(151d) Stability of Heterochromatin Condensation Due to Cooperative Binding

Gene regulation in eukaryotic cells requires the segregation of silenced genomic regions into densely packed heterochromatin, leaving the active genes in euchromatin regions more accessible. We develop a physical model that explains how such genomic states can be stably created and inherited. Epigenetic marks such as methylation at histone 3 lysine-9 (H3K9) enable chromatin condensation via bridging interactions from heterochromatin protein 1 (HP1). The underlying physical behavior can be mapped to a random-field Ising-like model with complex connectivity that accounts for the underlying chromatin structure. We use replica field theory to calculate HP1 binding for various low energy chromatin fiber structures. Each H3K9 site represents a binding site, with cooperative interactions when sites are within a contact distance. Energetic parameters are based on mononucleosome binding data.
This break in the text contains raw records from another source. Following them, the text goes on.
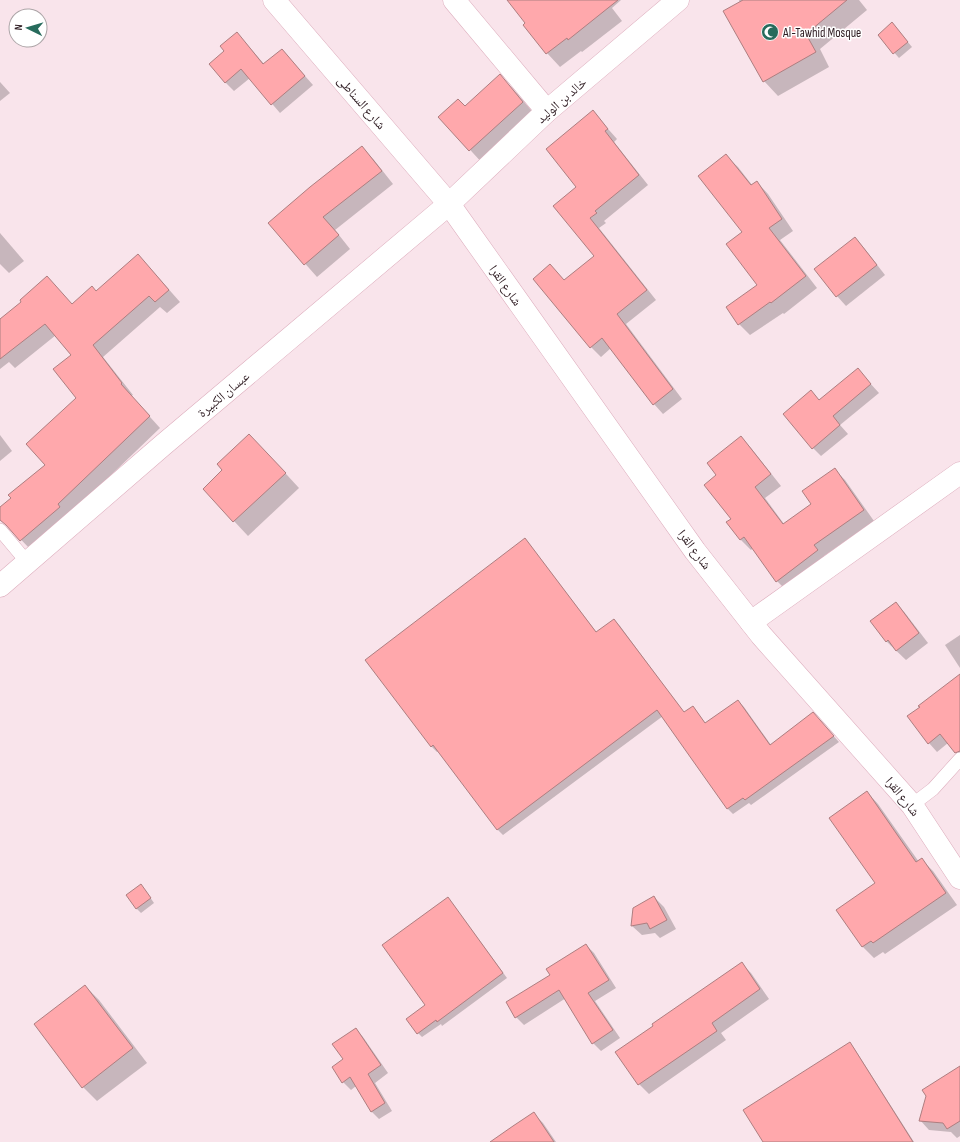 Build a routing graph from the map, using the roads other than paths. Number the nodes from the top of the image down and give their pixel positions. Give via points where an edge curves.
1 (274, 0) edge
2 (454, 0) edge
3 (678, 0) edge
4 (547, 111) junction
5 (449, 204) junction
6 (960, 474) edge
7 (0, 530) edge
8 (27, 562) junction
9 (0, 586) edge
10 (751, 622) junction
11 (960, 759) edge
12 (912, 805) junction
13 (960, 878) edge

1 - 5 street, شارع السناطى
2 - 4 street
3 - 4 street, خالد بن الوليد
4 - 5 street, خالد بن الوليد
5 - 8 street, عبسان الكبيرة
5 - 10 street, شارع القرا via 695,551
6 - 10 street
7 - 8 lane
8 - 9 street, عبسان الكبيرة
10 - 12 street, شارع القرا
11 - 12 lane via 933,789
12 - 13 street, شارع القرا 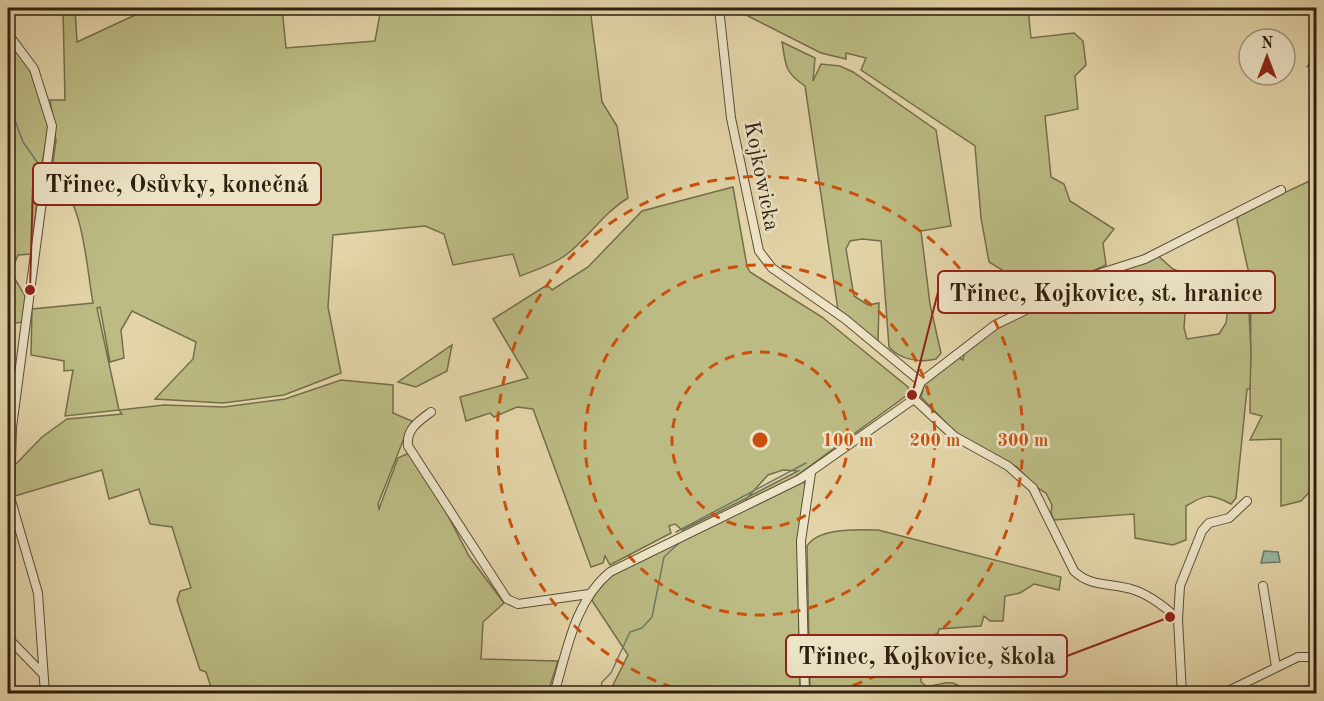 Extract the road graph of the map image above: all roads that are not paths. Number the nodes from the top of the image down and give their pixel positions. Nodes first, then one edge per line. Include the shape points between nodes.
1 (719, 8) edge
2 (8, 34) edge
3 (1281, 190) dead end
4 (921, 382) junction
5 (914, 399) junction
6 (431, 412) dead end
7 (811, 473) junction
8 (1247, 501) dead end
9 (1263, 586) dead end
10 (589, 594) junction
11 (1178, 619) junction
12 (8, 638) edge
13 (1317, 657) edge
14 (1276, 667) junction
15 (42, 673) junction
16 (45, 693) edge
17 (554, 693) edge
18 (805, 693) edge
19 (1182, 693) edge
20 (1222, 693) edge

1 - 4 street, Kojkowicka via 731,118 759,251 772,268 845,319
2 - 15 street via 34,69 52,126 12,427 9,482 38,593
3 - 4 street via 1145,259 1101,273 1004,320
4 - 5 street
5 - 7 street
5 - 11 street via 954,436 1008,466 1033,488 1074,571 1091,582 1147,595
6 - 10 street via 413,426 408,446 507,599 518,604
7 - 10 street via 616,568
7 - 18 street via 801,541
8 - 11 street via 1229,518 1209,523 1202,531 1180,586
9 - 14 street
10 - 17 street via 577,617
11 - 19 street
12 - 15 street
13 - 14 street via 1298,657
14 - 20 street
15 - 16 street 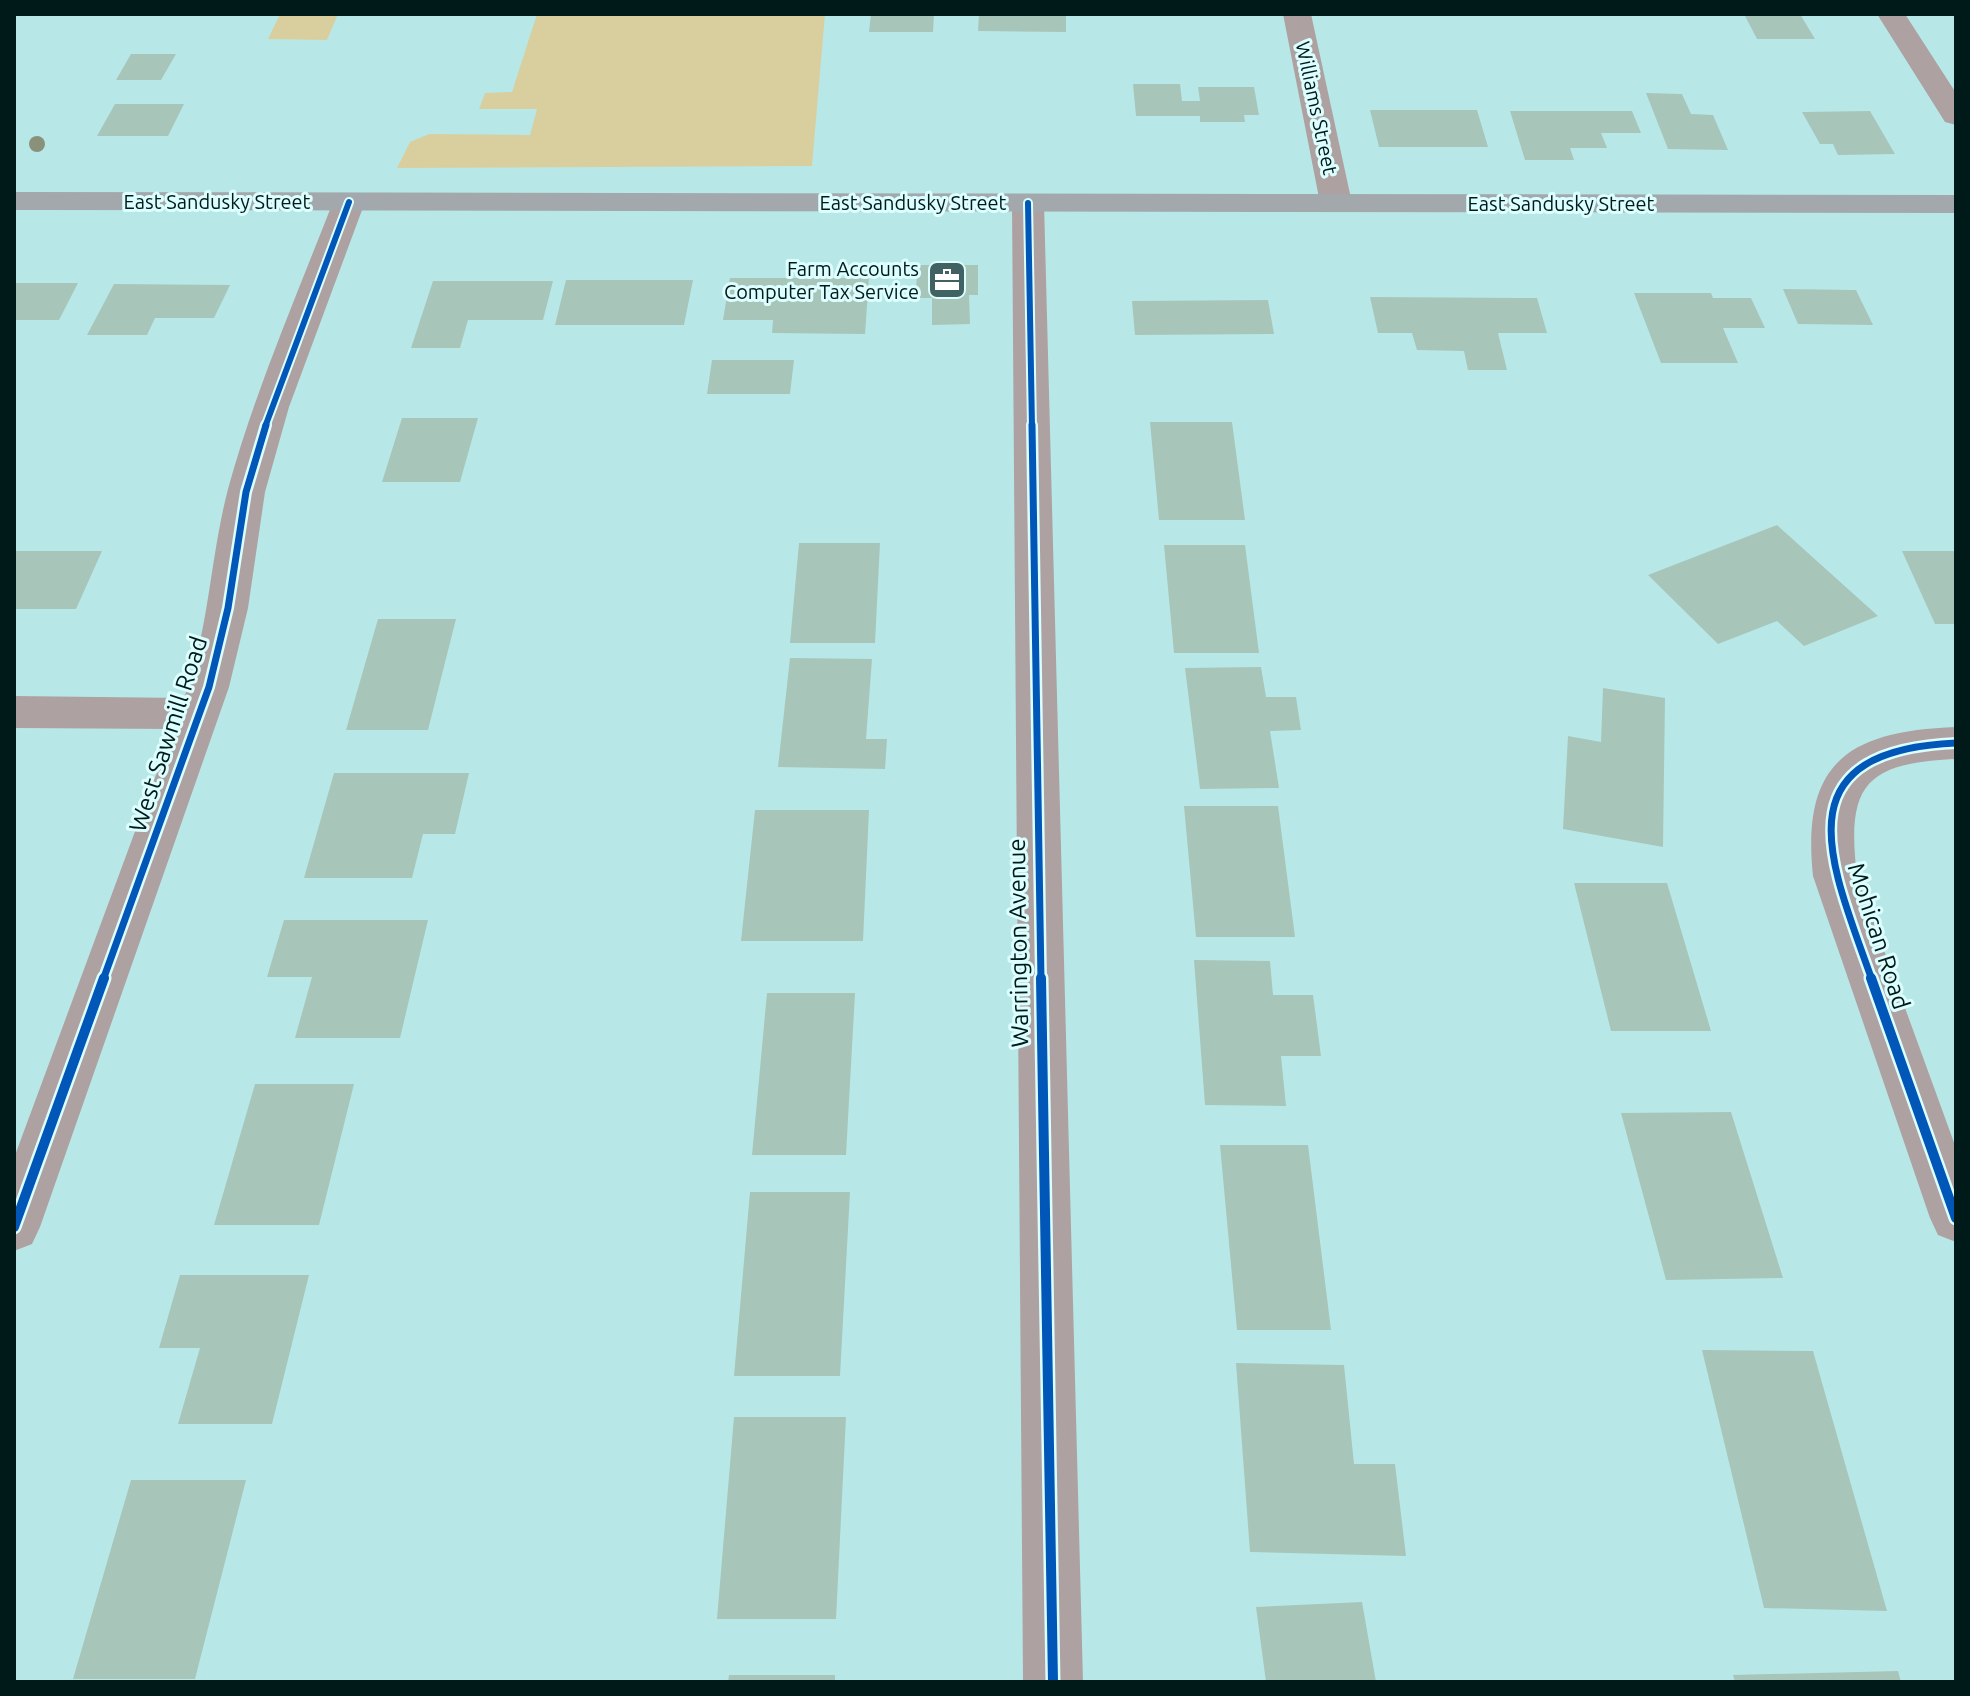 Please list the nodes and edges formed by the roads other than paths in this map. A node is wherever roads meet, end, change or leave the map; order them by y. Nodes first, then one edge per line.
1 (1297, 14) edge
2 (1891, 14) edge
3 (1956, 116) edge
4 (14, 201) edge
5 (349, 202) junction
6 (1028, 203) junction
7 (1336, 203) junction
8 (1956, 204) edge
9 (14, 712) edge
10 (199, 714) junction
11 (1956, 743) edge
12 (1956, 1218) edge
13 (14, 1227) edge
14 (1053, 1682) edge

1 - 7 street, Williams Street
2 - 3 street
4 - 5 main road, East Sandusky Street
5 - 6 main road, East Sandusky Street
5 - 10 street, West Sawmill Road
6 - 7 main road, East Sandusky Street
6 - 14 street, Warrington Avenue
7 - 8 main road, East Sandusky Street
9 - 10 street
10 - 13 street, West Sawmill Road
11 - 12 street, Mohican Road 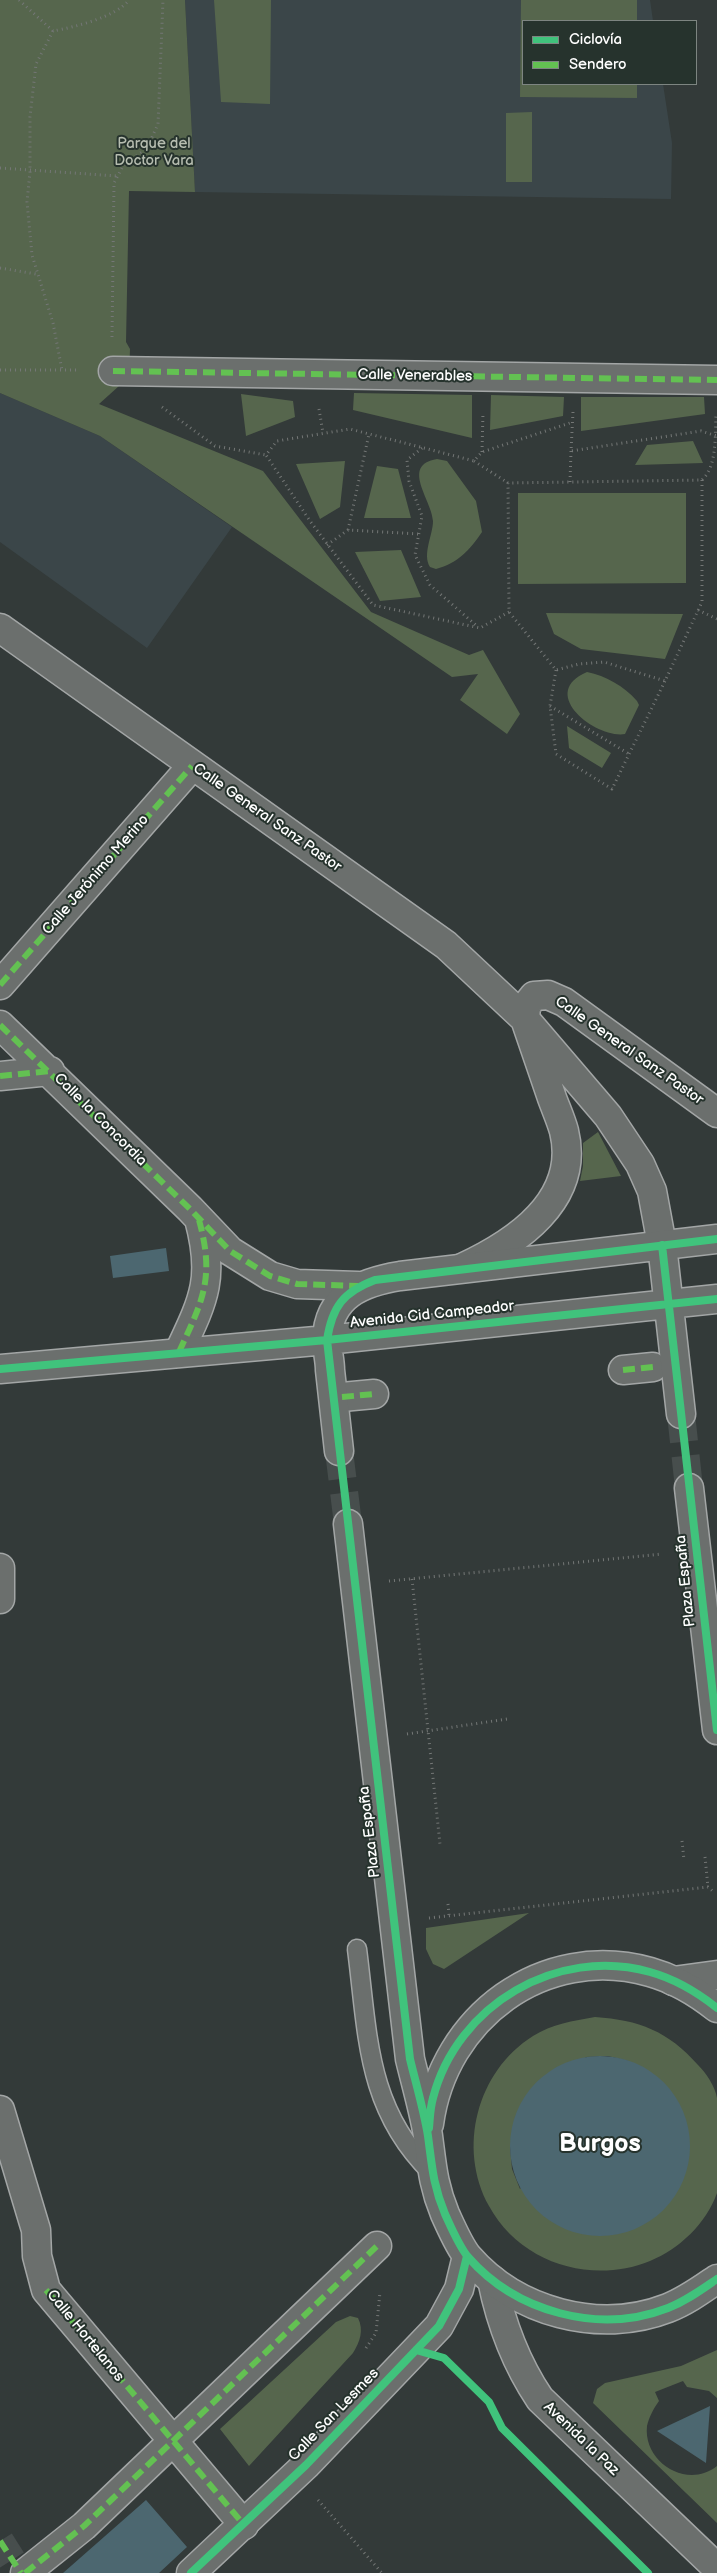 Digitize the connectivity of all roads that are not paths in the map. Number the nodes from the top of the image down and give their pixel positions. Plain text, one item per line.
1 (107, 371) road end
2 (717, 380) edge
3 (0, 628) edge
4 (192, 766) junction
5 (0, 985) edge
6 (524, 1020) junction
7 (0, 1025) edge
8 (50, 1071) junction
9 (0, 1076) edge
10 (717, 1113) edge
11 (198, 1217) junction
12 (717, 1239) edge
13 (662, 1245) junction
14 (461, 1268) junction
15 (358, 1286) junction
16 (717, 1298) edge
17 (668, 1304) junction
18 (327, 1340) junction
19 (179, 1352) junction
20 (664, 1366) junction
21 (0, 1369) edge
22 (623, 1370) dead end
23 (374, 1394) dead end
24 (337, 1397) junction
25 (681, 1414) tunnel mouth
26 (339, 1451) tunnel mouth
27 (689, 1488) tunnel mouth
28 (348, 1524) tunnel mouth
29 (0, 1568) edge
30 (0, 1599) edge
31 (717, 1730) edge
32 (357, 1949) dead end
33 (717, 1975) edge
34 (673, 1981) junction
35 (717, 2008) edge
36 (0, 2110) edge
37 (428, 2136) junction
38 (431, 2172) junction
39 (376, 2246) road end
40 (467, 2256) junction
41 (717, 2279) edge
42 (492, 2280) junction
43 (705, 2296) edge
44 (173, 2443) junction
45 (244, 2525) junction
46 (717, 2568) edge
47 (19, 2569) edge
48 (191, 2573) edge

1 - 2 street, Calle Venerables
3 - 4 street, Calle General Sanz Pastor
4 - 5 street, Calle Jerónimo Merino
4 - 6 street, Calle General Sanz Pastor
6 - 10 street, Calle General Sanz Pastor
6 - 13 street, Calle General Sanz Pastor
6 - 14 street, Calle General Sanz Pastor
7 - 8 street, Calle la Concordia
8 - 9 street
8 - 11 street, Calle la Concordia
11 - 15 street, Calle la Concordia
11 - 19 street
12 - 13 street
13 - 14 street
13 - 17 street
14 - 15 street
15 - 18 street
16 - 17 street, Avenida Cid Campeador
17 - 18 street, Avenida Cid Campeador
17 - 20 street
18 - 19 street, Avenida Cid Campeador
18 - 24 street
19 - 21 street, Avenida Cid Campeador
20 - 22 street
20 - 25 street
23 - 24 street
24 - 26 street
27 - 31 street, Plaza España
28 - 37 street, Plaza España
29 - 30 street
32 - 38 lane
33 - 34 street
34 - 35 street, Plaza España
34 - 37 street, Plaza España
36 - 44 street, Calle Hortelanos
37 - 38 street, Plaza España
38 - 40 street, Plaza España
39 - 44 street
40 - 42 street, Plaza España
40 - 45 street, Calle San Lesmes
41 - 43 street, Plaza España
42 - 43 street, Plaza España
42 - 46 street, Avenida la Paz
44 - 45 street, Calle Hortelanos
44 - 47 street
45 - 48 street, Calle San Lesmes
We observe phase segregation of HP1 into methylated regions, with a threshold of methylation above which we see high accumulation of HP1. This matches experimental observations that repression of heterochromatin genes occurs even with changing methylation levels. While larger differences in HP1 binding energy to H3K9me3 versus H3K9 might be expected to enhance HP1 binding in methylated regions, the differences in the dissociation constants has been found to be small. We find that smaller differences actually enhance the stability of the system to gains or losses in methylation marks and allow the cell to modulate HP1 concentration to decondense fibers for replication. Finally, we demonstrate that cooperative binding of HP1 is the key driver for HP1 accumulation into heterochromatin regions. These results match experimental observations showing strong HP1 accumulation both in vitro and in vivo. Our work presents a clear physical pathway by which epigenetic marks can control gene expression through chromatin condensation. These marks allow for behavior that is robust to methylation fluctuations, even with the addition of new histones post-replication.